Feeding puppies is not an exact science but we know that they need higher protein and fat levels and if you compare the recipes on the packs you will see that the puppy versions are pretty much the same as adult ones except for these two elements. It also needs to be good quality protein (named meat/fish source) that is easy to digest. The other thing to remember is that until they are three months of age they need four meals per day because their stomachs are quite tiny. Giving them a bit of variety is no bad thing because it (hopefully) prevents fussiness and gives them a better range of nutrients. That being said, you don't want to bombard them with all sorts of things. Your pup is probably not really fussy but missing the competition of his litter mates. He now doesn't have to fight for supplies. However, don't get into the habit of leaving food down because he will not value his food if you do that and in any case it is not hygienic.
Breeders tend to have their own diet plans but with my last pup (two years ago) I used to give a fish based commercial dried food, moistened and crumbled up. This was given three times a day and when she got a bit bigger I added a bit of good quality wet food for flavour and extra nourishment.

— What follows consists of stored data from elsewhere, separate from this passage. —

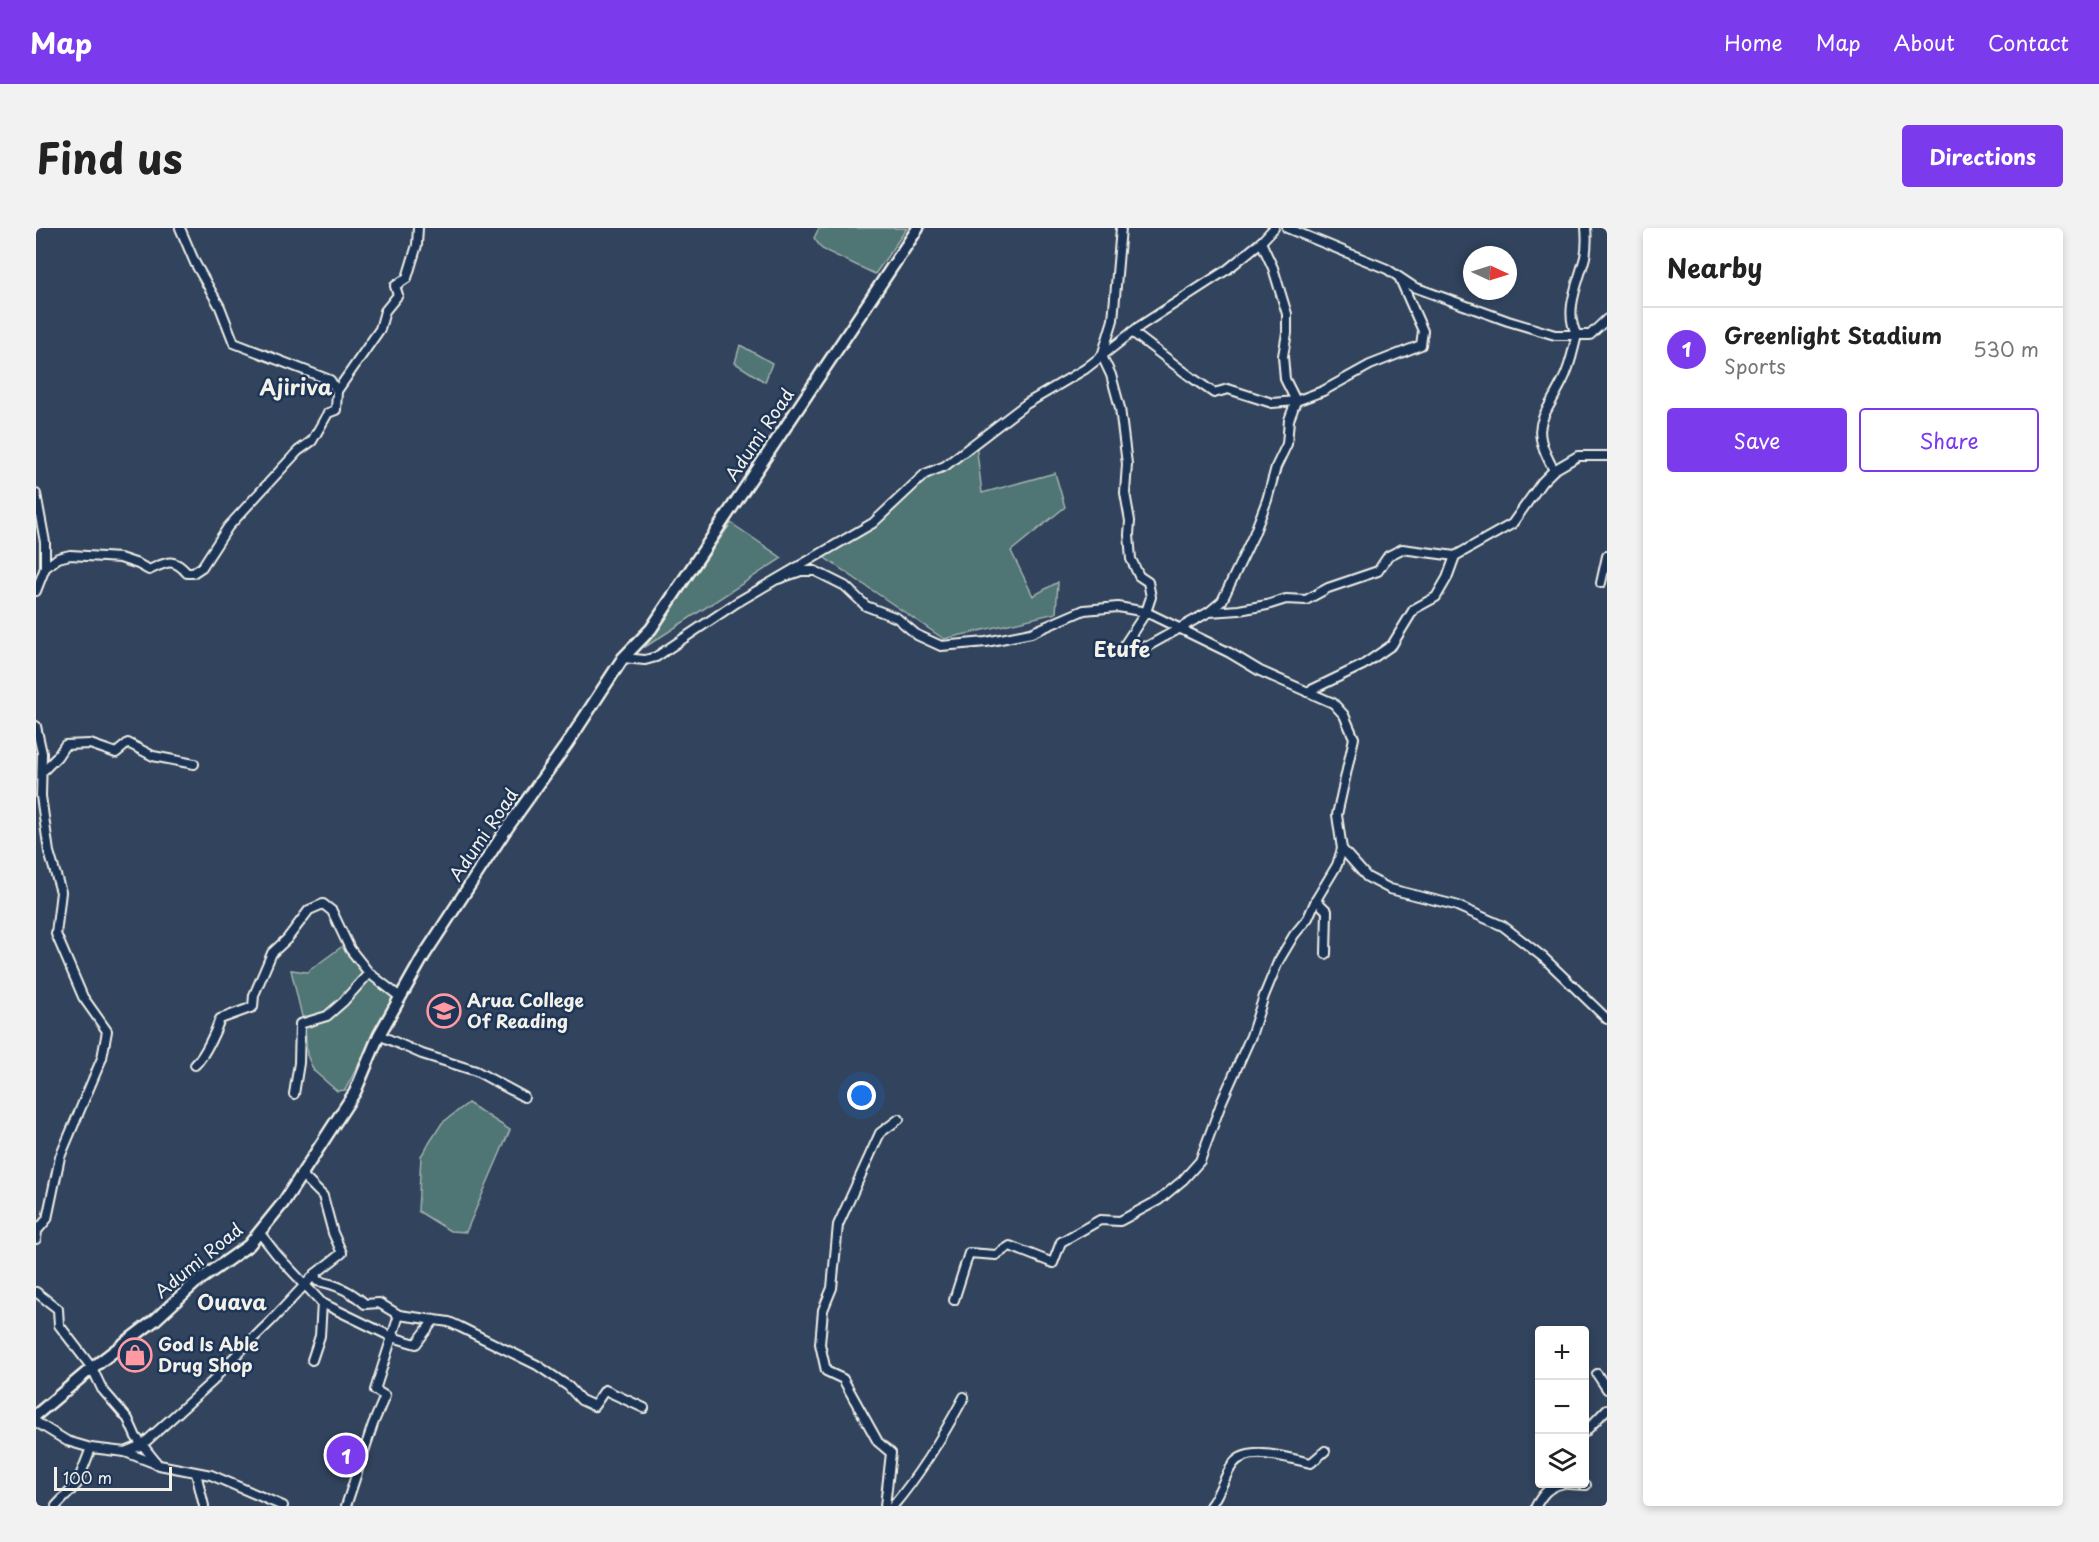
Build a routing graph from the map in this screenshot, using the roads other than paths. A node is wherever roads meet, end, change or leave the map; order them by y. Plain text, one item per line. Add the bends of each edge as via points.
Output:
1 (180, 228) edge
2 (418, 228) edge
3 (918, 228) edge
4 (1121, 228) edge
5 (1274, 228) edge
6 (1287, 228) edge
7 (1586, 228) edge
8 (1261, 242) junction
9 (1400, 279) junction
10 (1607, 319) edge
11 (1132, 332) junction
12 (1577, 335) junction
13 (1102, 356) junction
14 (337, 391) junction
15 (1296, 401) junction
16 (1607, 456) edge
17 (1554, 470) junction
18 (36, 494) edge
19 (1455, 556) junction
20 (1607, 556) edge
21 (45, 568) junction
22 (778, 579) junction
23 (1600, 583) dead end
24 (36, 591) edge
25 (1146, 612) junction
26 (1209, 612) junction
27 (1180, 628) junction
28 (623, 658) junction
29 (1307, 692) junction
30 (36, 726) edge
31 (194, 764) dead end
32 (42, 772) junction
33 (1342, 849) junction
34 (1316, 900) junction
35 (1326, 954) dead end
36 (369, 973) junction
37 (400, 997) junction
38 (1607, 1019) edge
39 (379, 1035) junction
40 (195, 1065) dead end
41 (294, 1094) dead end
42 (524, 1097) dead end
43 (899, 1119) dead end
44 (302, 1174) junction
45 (259, 1232) junction
46 (36, 1239) edge
47 (315, 1274) junction
48 (304, 1285) junction
49 (36, 1292) edge
50 (954, 1300) dead end
51 (322, 1303) junction
52 (399, 1315) junction
53 (434, 1320) junction
54 (392, 1337) junction
55 (312, 1360) dead end
56 (92, 1368) junction
57 (1597, 1374) dead end
58 (1607, 1389) edge
59 (964, 1398) dead end
60 (644, 1408) dead end
61 (1607, 1409) edge
62 (36, 1415) edge
63 (36, 1422) edge
64 (1589, 1428) edge
65 (142, 1445) junction
66 (91, 1448) junction
67 (1324, 1451) dead end
68 (125, 1452) junction
69 (159, 1466) junction
70 (196, 1473) junction
71 (1550, 1488) edge
72 (56, 1506) edge
73 (204, 1506) edge
74 (283, 1506) edge
75 (346, 1506) edge
76 (885, 1506) edge
77 (893, 1506) edge
78 (1210, 1506) edge
79 (1536, 1506) edge

1 - 14 street via 234,343 330,380
2 - 14 street via 407,278 395,286 398,295 385,311 380,329
3 - 28 main road, Adumi Road via 651,629
4 - 13 street via 1113,320
5 - 8 street
6 - 9 street via 1387,269
7 - 12 street via 1585,256 1572,310 1571,326
8 - 11 street via 1228,269
8 - 15 street via 1274,268 1287,314 1285,379
9 - 12 street via 1508,321 1555,335
9 - 15 street via 1422,331 1421,345
10 - 12 street via 1590,335
11 - 13 street
11 - 15 street via 1214,393 1228,389 1272,403
12 - 17 street via 1564,379 1543,416 1539,432
13 - 22 street via 1026,404 945,466 925,474 873,523
13 - 25 street via 1120,408 1128,464 1125,493 1131,559 1139,576 1148,582 1151,597
14 - 21 street via 336,410 328,412 312,441 297,451 228,527 202,567 193,573 187,573 174,562 149,570 120,558 70,555
15 - 26 street via 1287,444 1254,534 1222,601
16 - 17 street via 1578,456
17 - 19 street via 1512,524
18 - 21 street via 45,542
19 - 26 street via 1402,549 1388,556 1378,571 1306,600 1286,599 1239,610
19 - 29 street via 1436,597 1414,609 1392,645 1363,665
20 - 23 street
21 - 24 street
22 - 25 street via 815,571 845,586 866,606 897,618 917,635 941,646 1031,633 1084,610 1118,607
22 - 28 street via 656,657
25 - 27 street
25 - 27 street via 1125,644 1127,649 1148,645
26 - 27 street
27 - 29 street
28 - 37 main road, Adumi Road via 505,831
29 - 33 street via 1333,704 1344,715 1354,738 1337,815
30 - 32 street
31 - 32 street via 153,756 128,743 116,753 90,744 65,745
32 - 46 street via 41,796 49,852 61,892 56,934 83,997 107,1030 102,1058 60,1157 47,1219
33 - 34 street
33 - 38 street via 1367,877 1390,890 1455,905 1503,926 1544,958
34 - 35 street via 1327,911
34 - 50 street via 1278,962 1200,1161 1159,1200 1120,1221 1100,1220 1061,1242 1053,1263 1010,1246 996,1255 969,1253
36 - 37 street
36 - 40 street via 350,949 332,911 323,904 309,910 272,953 254,995 253,1007 220,1019
36 - 41 street via 327,1016 300,1024
37 - 39 main road, Adumi Road
39 - 42 street via 476,1071
39 - 44 main road, Adumi Road via 355,1092
43 - 76 street via 880,1133 838,1225 832,1288 823,1310 820,1344 826,1371 843,1379 878,1442 891,1453
44 - 45 main road, Adumi Road
44 - 47 street via 323,1196 342,1253
45 - 48 street
45 - 56 main road, Adumi Road via 249,1245 194,1284 129,1342
47 - 48 street
47 - 52 street via 317,1281 355,1294 365,1304 380,1303
48 - 51 street
48 - 65 street via 272,1322
49 - 56 street via 58,1309 59,1325
51 - 54 street
51 - 55 street via 320,1336
52 - 53 street
52 - 54 street
53 - 54 street via 416,1344
53 - 60 street via 449,1322 537,1365 594,1406 605,1390
54 - 75 street via 375,1390 385,1396
56 - 62 main road, Adumi Road
56 - 65 street via 102,1389 129,1419
57 - 58 street
59 - 77 street via 910,1486
61 - 64 street
63 - 66 street via 67,1441
65 - 68 street
65 - 69 street
66 - 68 street
66 - 72 street via 77,1484
67 - 78 street via 1311,1463 1271,1454 1250,1454 1234,1462
68 - 69 street
69 - 70 street
70 - 73 street
70 - 74 street via 211,1475
71 - 79 street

Supper was goats milk and Weetabix. Scrambled egg was used as a substitute for one of the four meals every so many days just to add variety. I also used to add sardines sometimes and still do.
Have a look at this thread
as it will help you to understand the principles of selecting a decent quality product for your dog. Next, go to the Dog Food Directory
and use the Filters on the left hand side of the page to select the things that are important to you. If you need any help with this, please ask. Setting the ratings slider to 3.5 to 5 stars will give you the higher quality products. Clicking 'Buy' on each products will tell you if the product is online only or can be obtained in stores. Supermarket dog food is usually well below the 3.5 star threshold so is best ignored, particularly in the case of a puppy who needs good a good nourishing diet. If you have a good pet products store nearby, that would be the place to go to look for good quality food.

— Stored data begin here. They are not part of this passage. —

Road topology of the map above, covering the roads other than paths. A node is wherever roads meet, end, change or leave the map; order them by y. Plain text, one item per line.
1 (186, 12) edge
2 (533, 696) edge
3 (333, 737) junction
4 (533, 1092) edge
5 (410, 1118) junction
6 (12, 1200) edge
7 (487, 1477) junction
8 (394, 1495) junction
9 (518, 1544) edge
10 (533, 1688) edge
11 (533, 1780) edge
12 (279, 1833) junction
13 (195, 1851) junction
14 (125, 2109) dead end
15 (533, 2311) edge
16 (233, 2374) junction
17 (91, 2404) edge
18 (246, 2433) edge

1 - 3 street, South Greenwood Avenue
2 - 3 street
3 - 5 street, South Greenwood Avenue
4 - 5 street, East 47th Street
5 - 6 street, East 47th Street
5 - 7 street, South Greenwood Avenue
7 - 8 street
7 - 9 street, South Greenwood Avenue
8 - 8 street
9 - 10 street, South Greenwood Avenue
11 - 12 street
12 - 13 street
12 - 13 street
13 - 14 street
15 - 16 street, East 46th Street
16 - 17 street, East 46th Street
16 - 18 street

Some companies do not sell life stage products. This is because their food is already high protein so is marketed for all life stages. These products are usually at the top end of the star ratings system.
It is confusing choosing a good product but if you spend a bit of time understanding what you are looking for then it will stay with you for the duration of your dog's life and will stand you in good stead as he will be much healthier with a good diet. Please post back if you want any further help.